Sprinkled among our published One Acts were three short plays written by our AP French students at the High School. Dr. Teresa Todd challenged her students to write plays (in French!) for us to perform. Our middle schoolers had so much fun experimenting with how to tell a story when neither we nor our audience understand the language! These short (less than three minute) scenes quickly became everyone’s favorite moments of our show. Dr. Todd came to several rehearsals to help us with our French pronunciation, and we were all delighted to see the AP French students in our audience for our performance.
While I had a chance to work closely with the cast of each of these scenes each week, the students were highly motivated and came up with most of their best moments on their own. Their delivery was funny, perceptive, and intelligent, and each student had plenty of time on stage to develop his/ her character – so we had a lively time together.
The French plays made us aware of how much we can communicate nonverbally. David Ives’ plays made us think about words and rhythm and what we can do with them. Sharon Creech and Mary Louise Wilson’s plays allowed us to focus on relationships and how we change ourselves for each other. All of our plays made us laugh together every day.
The Philadelphia by David Ives introduces a man who realizes, with the help of a friend and a waitress that he has awoken in ‘a Philadelphia’ and will not be able to get anything he asks for as long as he remains in it.

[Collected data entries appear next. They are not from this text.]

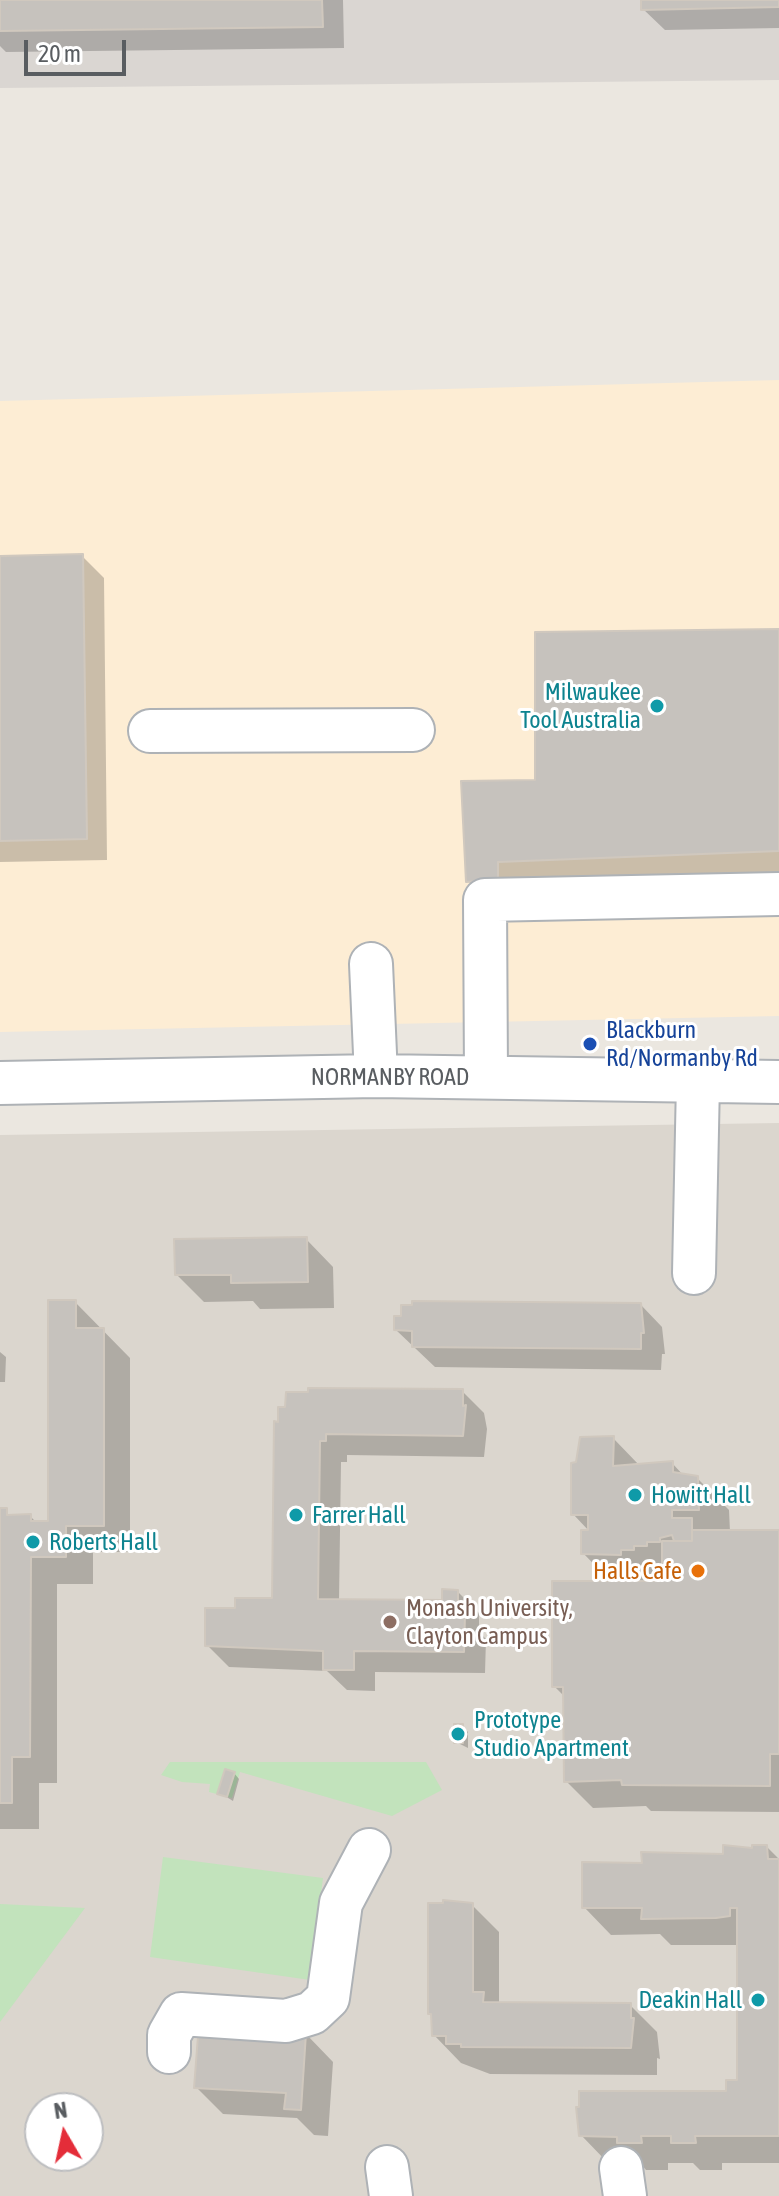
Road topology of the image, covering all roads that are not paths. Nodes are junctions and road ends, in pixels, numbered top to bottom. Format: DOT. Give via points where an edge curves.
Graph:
graph roads {
  1 [pos="413,730"];
  2 [pos="150,731"];
  3 [pos="779,894"];
  4 [pos="779,910"];
  5 [pos="485,929"];
  6 [pos="371,964"];
  7 [pos="376,1076"];
  8 [pos="486,1076"];
  9 [pos="698,1082"];
  10 [pos="779,1082"];
  11 [pos="0,1083"];
  12 [pos="694,1273"];
  13 [pos="369,1850"];
  14 [pos="169,2052"];
  1 -- 2 [label="street"];
  3 -- 5 [label="street" via="485,900"];
  4 -- 5 [label="street" via="770,920"];
  5 -- 8 [label="street"];
  6 -- 7 [label="street"];
  7 -- 8 [label="street, NORMANBY ROAD"];
  7 -- 11 [label="street, NORMANBY ROAD"];
  8 -- 9 [label="street, NORMANBY ROAD"];
  9 -- 10 [label="street, NORMANBY ROAD"];
  9 -- 12 [label="street"];
  13 -- 14 [label="street" via="341,1903 328,1998 312,2013 286,2021 181,2014 169,2035"];
}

Lost by Mary Louis Wilson Two women of a certain age prepare for a night out at the theater but only when the women are up-side-down can they remember anything – from where they are going, to where their purses are.

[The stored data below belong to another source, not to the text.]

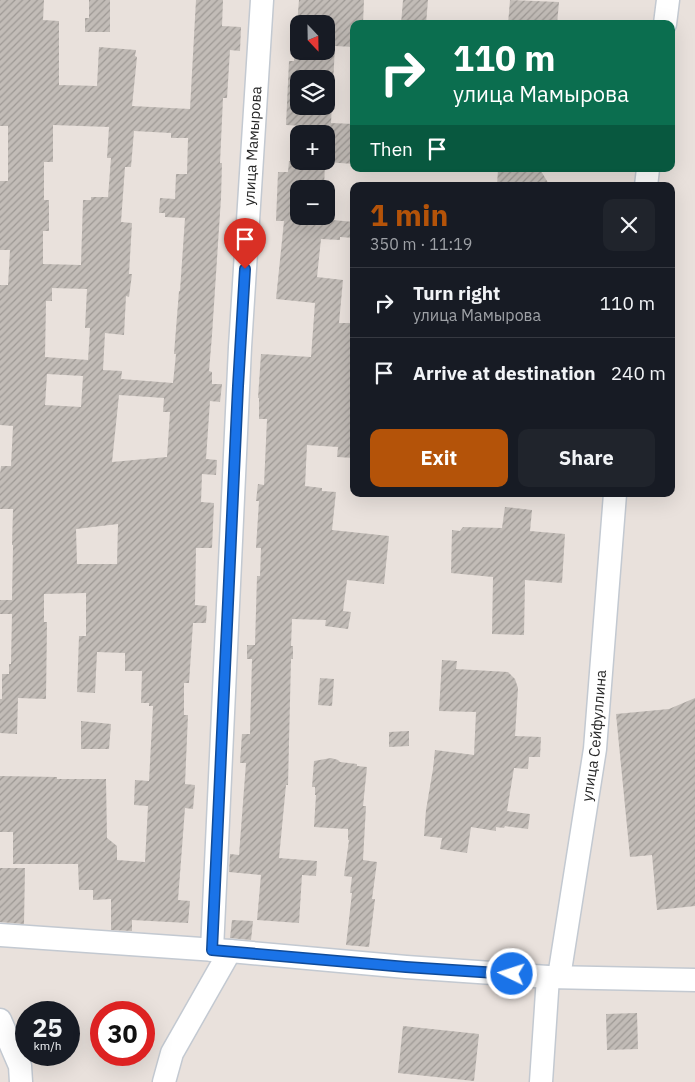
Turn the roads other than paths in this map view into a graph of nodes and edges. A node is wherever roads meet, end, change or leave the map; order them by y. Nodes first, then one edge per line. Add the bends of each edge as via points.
1 (262, 0) edge
2 (668, 0) edge
3 (666, 20) edge
4 (615, 497) edge
5 (0, 935) edge
6 (221, 951) junction
7 (554, 977) junction
8 (695, 980) edge
9 (0, 1020) edge
10 (21, 1082) edge
11 (164, 1082) edge
12 (542, 1082) edge

1 - 6 street, улица Мамырова via 240,347
2 - 3 street
4 - 7 street, улица Сейфуллина via 595,749
5 - 6 street
6 - 7 street
6 - 11 street via 172,1053
7 - 8 street
7 - 12 street, улица Сейфуллина
9 - 10 street via 20,1066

Le Manchot Et Le Petrel by Caroline Humphrey, Claire Humphrey in which a small penguin asks her mother why she cannot fly and her mother takes her ‘flying’ with the fish in the sea.
Words, Words, Words by David Ives imagines the conversations between three monkeys typing to infinity to sooner or later produce Hamlet.
Le Chameau et le Ver by Gigi Elliott, Shealy Mischiniski, and Elizabeth Rowland in which a worm chastises a camel for his rudeness and reminds him to be kind to the high and the lowly.
The Raven by Sharon Creech spoofs the publishing office of the famous poem The Raven by Edgar Allen Poe and how such a poem might be received by an editor today.
Petite Nicolas by Gigi Elliott, Caroline Humphrey, Claire Humphrey, Ian Jaffe, Shealy Mischiniski, Elizabeth Rowland, and Lillie Waddell in which the fate of a teacher’s reputation with her supervisor relies on the least engaged member of her class answering one question correctly – and the antics of the class to help her answer successfully.
Laughs by Mary Louis Wilson details the challenges of a stage manager of a summer stock theater as he navigates the complicated relationship between two of his actors with competing egos.
Sure Thing by David Ives in which two strangers meet in a restaurant and are interrupted by a bell each time one of them says the wrong thing until they find themselves through to falling for each other in a Groundhog Day kind of a way.